[Limb landmark coordinates]

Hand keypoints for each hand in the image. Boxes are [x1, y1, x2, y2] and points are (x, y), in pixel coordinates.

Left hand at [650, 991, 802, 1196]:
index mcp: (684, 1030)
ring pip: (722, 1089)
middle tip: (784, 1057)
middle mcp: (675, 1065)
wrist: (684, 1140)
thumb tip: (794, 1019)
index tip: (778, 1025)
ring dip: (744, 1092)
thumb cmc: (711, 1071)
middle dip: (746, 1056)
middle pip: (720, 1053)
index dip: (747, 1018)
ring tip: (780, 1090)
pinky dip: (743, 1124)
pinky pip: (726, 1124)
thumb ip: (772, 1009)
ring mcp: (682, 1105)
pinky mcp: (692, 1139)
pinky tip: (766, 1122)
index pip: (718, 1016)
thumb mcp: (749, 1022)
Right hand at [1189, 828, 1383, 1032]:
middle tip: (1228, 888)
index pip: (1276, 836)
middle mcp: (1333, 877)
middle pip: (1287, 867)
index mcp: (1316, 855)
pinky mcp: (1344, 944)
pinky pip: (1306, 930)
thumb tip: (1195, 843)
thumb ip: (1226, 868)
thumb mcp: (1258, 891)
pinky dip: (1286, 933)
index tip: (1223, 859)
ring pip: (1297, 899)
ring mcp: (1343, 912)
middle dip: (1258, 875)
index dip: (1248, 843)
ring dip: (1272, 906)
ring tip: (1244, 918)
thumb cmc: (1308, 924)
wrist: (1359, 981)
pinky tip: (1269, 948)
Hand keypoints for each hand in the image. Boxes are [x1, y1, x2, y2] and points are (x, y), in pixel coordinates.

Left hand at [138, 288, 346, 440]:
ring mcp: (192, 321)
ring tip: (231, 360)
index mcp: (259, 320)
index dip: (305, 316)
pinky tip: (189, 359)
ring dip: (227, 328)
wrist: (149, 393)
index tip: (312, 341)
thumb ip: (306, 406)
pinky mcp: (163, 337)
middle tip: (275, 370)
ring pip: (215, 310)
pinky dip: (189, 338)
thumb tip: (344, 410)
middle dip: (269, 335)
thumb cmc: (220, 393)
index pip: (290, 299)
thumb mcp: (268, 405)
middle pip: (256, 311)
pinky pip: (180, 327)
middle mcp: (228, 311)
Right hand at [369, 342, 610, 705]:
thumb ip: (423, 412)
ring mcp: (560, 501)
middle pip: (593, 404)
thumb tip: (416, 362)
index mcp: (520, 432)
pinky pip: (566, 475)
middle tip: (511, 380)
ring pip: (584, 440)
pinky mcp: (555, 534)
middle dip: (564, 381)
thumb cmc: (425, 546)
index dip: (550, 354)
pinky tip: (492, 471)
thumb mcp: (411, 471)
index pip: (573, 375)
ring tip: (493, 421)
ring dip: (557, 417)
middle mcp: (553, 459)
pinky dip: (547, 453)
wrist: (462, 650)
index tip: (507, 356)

WHAT IS EXPECTED —
From the records above, count the lines in which the string "hand" is found, and answer with the number alone.

ANSWER BOX —
6